River in the Desert

(Critical Survey of Contemporary Fiction)

When Paul Roberts stood at the foot of the Great Pyramid of Cheops for the first time, he cried. The book he has written about his several visits to Egypt is encapsulated in that single encounter, for he makes uniquely personal what would ordinarily be the impersonal stuff of guidebooks. Roberts went on to climb Cheops’ pyramid that night, and bribed his guide to let him sleep in the inner chamber of another.

Roberts is a streetwise journalist who finds stories in every bazaar and cafe, many of them risque. But religion dominates everyday life in Egypt just as the pyramids and the Sphinx dominate its skyline, and it’s a theme Roberts doesn’t neglect. He manages to take part in a secret Sufi ceremony in Cairo (the Sufis are a mystical Islamic sect), and visits the ancient Christian monastery of St. Catherine’s in the wilderness of Sinai. (For what it’s worth, the Sufis earn his respect but the monks don’t.)

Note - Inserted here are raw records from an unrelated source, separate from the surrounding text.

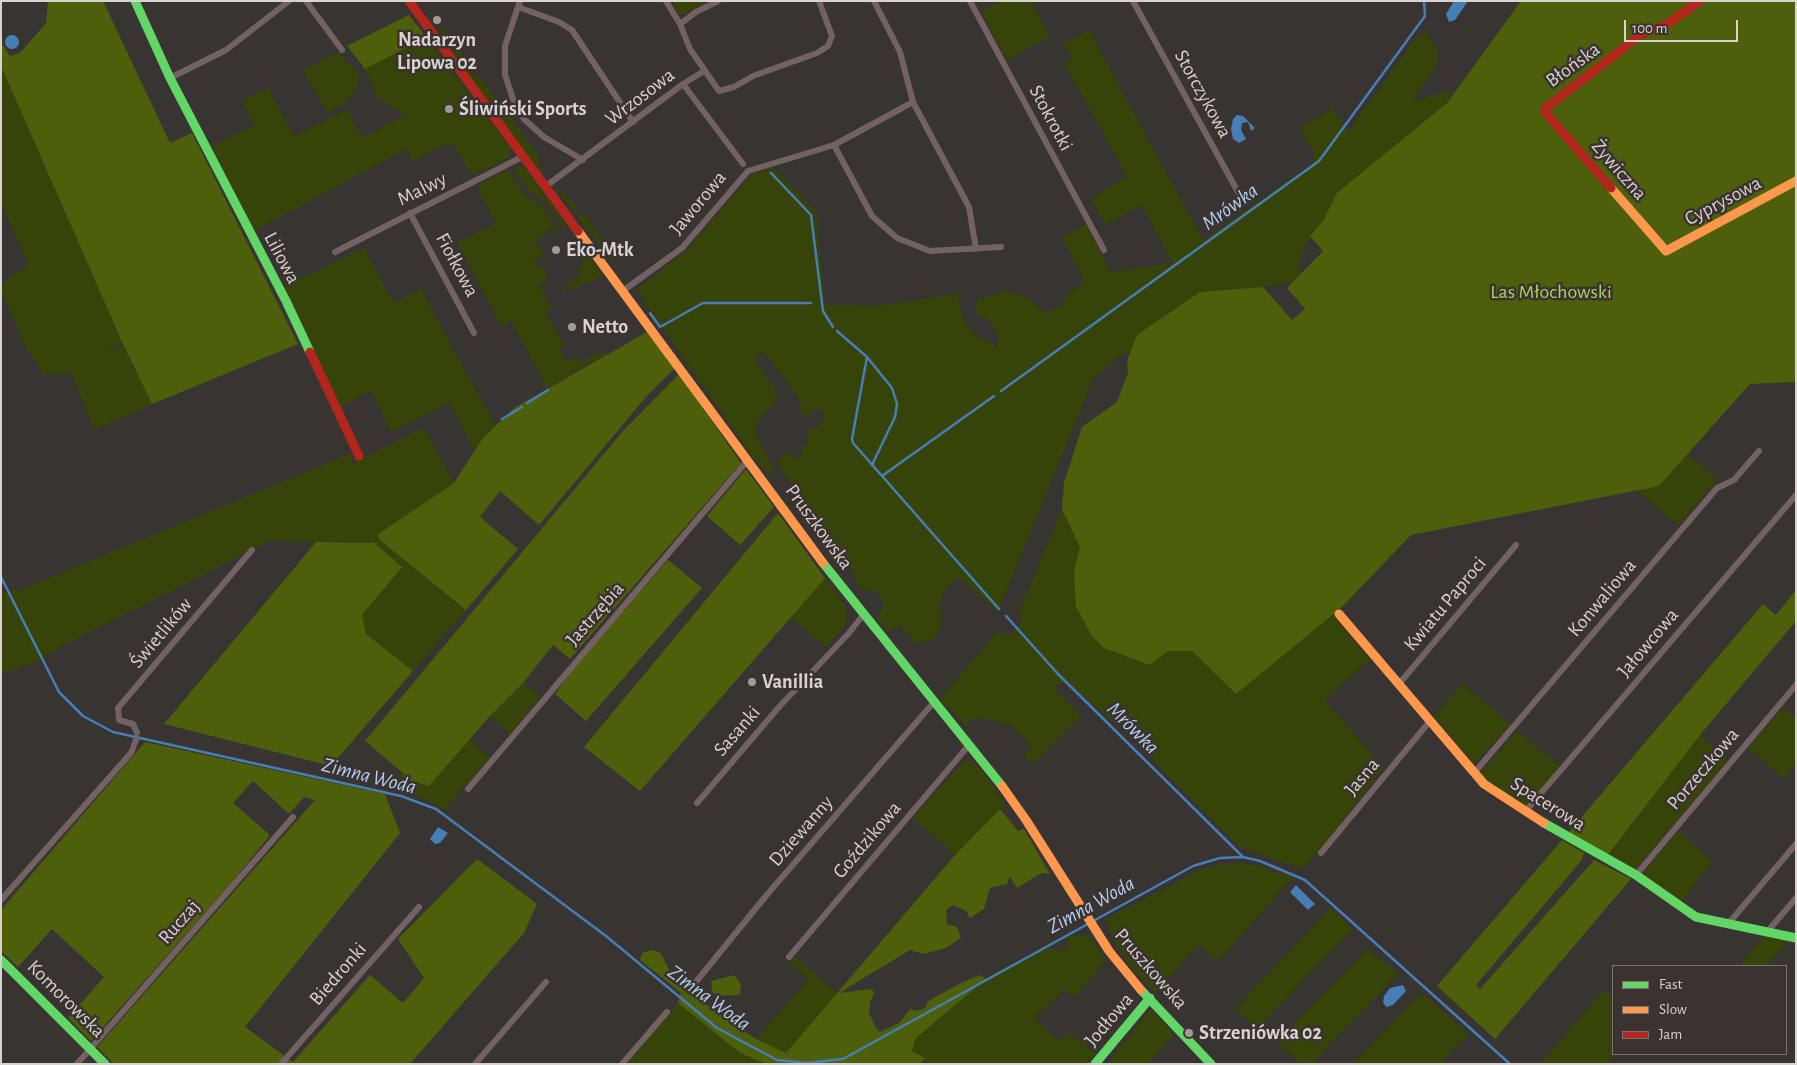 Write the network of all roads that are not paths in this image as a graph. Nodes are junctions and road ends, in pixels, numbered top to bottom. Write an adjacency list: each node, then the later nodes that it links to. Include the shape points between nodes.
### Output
1 (136, 1): 16 (street, Liliowa)
2 (289, 1): 16 (street, via 226,50)
3 (306, 1): 14 (street)
4 (409, 1): 22 (street, Pruszkowska)
5 (666, 1): 13 (street)
6 (718, 1): 13 (street)
7 (819, 1): 15 (street, via 832,36 828,46 817,53 719,91)
8 (874, 1): 18 (street, via 900,52)
9 (970, 1): 31 (street, Stokrotki)
10 (1133, 1): 27 (street, Storczykowa)
11 (1700, 1): 19 (street, Błońska, via 1667,24 1643,33 1554,100)
12 (519, 4): 20 (street, via 572,30); 23 (street, via 505,46 505,75 513,99 524,119 544,137)
13 (680, 24): 15 (street)
14 (342, 50)
15 (704, 71): 17 (street, Wrzosowa)
16 (170, 78): 37 (street, Liliowa, via 286,302)
17 (683, 84): 20 (street, Wrzosowa); 24 (street, Jaworowa)
18 (913, 102): 21 (street, Jaworowa); 30 (street, via 969,207)
19 (1545, 112): 32 (street, Żywiczna)
20 (633, 122): 23 (street, Wrzosowa)
21 (834, 145): 30 (street, via 872,216 889,233 930,251); 34 (street, Jaworowa, via 748,171 682,248)
22 (524, 156): 26 (street, Pruszkowska); 28 (street, Malwy)
23 (583, 160): 26 (street, Wrzosowa)
24 (743, 164)
25 (1796, 181): 32 (street, Cyprysowa)
26 (546, 186): 34 (street, Pruszkowska)
27 (1244, 203)
28 (410, 212): 33 (street, Malwy); 35 (street, Fiołkowa)
29 (1001, 247): 30 (street)
30 (976, 249)
31 (1104, 250)
32 (1666, 251)
33 (335, 252)
34 (624, 290): 38 (street, Pruszkowska)
35 (474, 333)
36 (1759, 451): 51 (street, Konwaliowa, via 1734,480 1717,488)
37 (359, 456)
38 (748, 460): 42 (street, Pruszkowska); 52 (street, Jastrzębia)
39 (1796, 494): 54 (street, Jałowcowa)
40 (1516, 545): 44 (street, Kwiatu Paproci)
41 (252, 550): 48 (street, Świetlików, via 118,708 118,720 133,724)
42 (863, 614): 46 (street, Pruszkowska); 53 (street, Sasanki)
43 (1340, 614): 44 (street, Spacerowa)
44 (1399, 684): 47 (street, Spacerowa)
45 (1796, 685): 58 (street, Porzeczkowa)
46 (934, 702): 50 (street, Pruszkowska); 68 (street, Dziewanny)
47 (1429, 722): 51 (street, Spacerowa); 57 (street, Jasna)
48 (137, 733)
49 (136, 740): 60 (street, via 131,753)
50 (969, 745): 65 (street, Goździkowa); 69 (street, Pruszkowska, via 1015,804 1089,923 1123,970)
51 (1474, 773): 54 (street, Spacerowa, via 1484,784)
52 (468, 789)
53 (696, 803)
54 (1525, 812): 58 (street, Spacerowa)
55 (293, 818): 71 (street, Ruczaj)
56 (1796, 844): 62 (street)
57 (1320, 853)
58 (1636, 875): 62 (street, Spacerowa, via 1696,917)
59 (1796, 898): 63 (street)
60 (1, 900)
61 (419, 906): 74 (street, Biedronki)
62 (1728, 924): 63 (street, Spacerowa)
63 (1767, 932): 64 (street, Spacerowa)
64 (1796, 938)
65 (789, 957)
66 (1, 960): 71 (street, Komorowska)
67 (546, 982): 75 (street)
68 (695, 983)
69 (1150, 998): 77 (street, Jodłowa); 78 (street, Pruszkowska)
70 (667, 1012): 76 (street)
71 (90, 1048): 72 (street, Ruczaj); 73 (street, Komorowska)
72 (77, 1064)
73 (105, 1064)
74 (281, 1064)
75 (475, 1064)
76 (622, 1064)
77 (1095, 1064)
78 (1211, 1064)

Roberts peppers his narrative with observations from other travelers, from Herodotus to Agatha Christie and Lawrence Durrell. The result is something like a palimpsest—a manuscript whose text has been partially scraped away to make room for a new one. Thus Egypt’s ancient past is constantly visible behind its teeming, lively present.

At almost four hundred pages, RIVER IN THE DESERT is longer than today’s average travel book, the result of Roberts’ including such generous dollops of history, geography, lore, and personal experience. He explains that he has tried to write the book he wishes he’d read before his first visit. Those of us coming after will profit from this worthy ambition.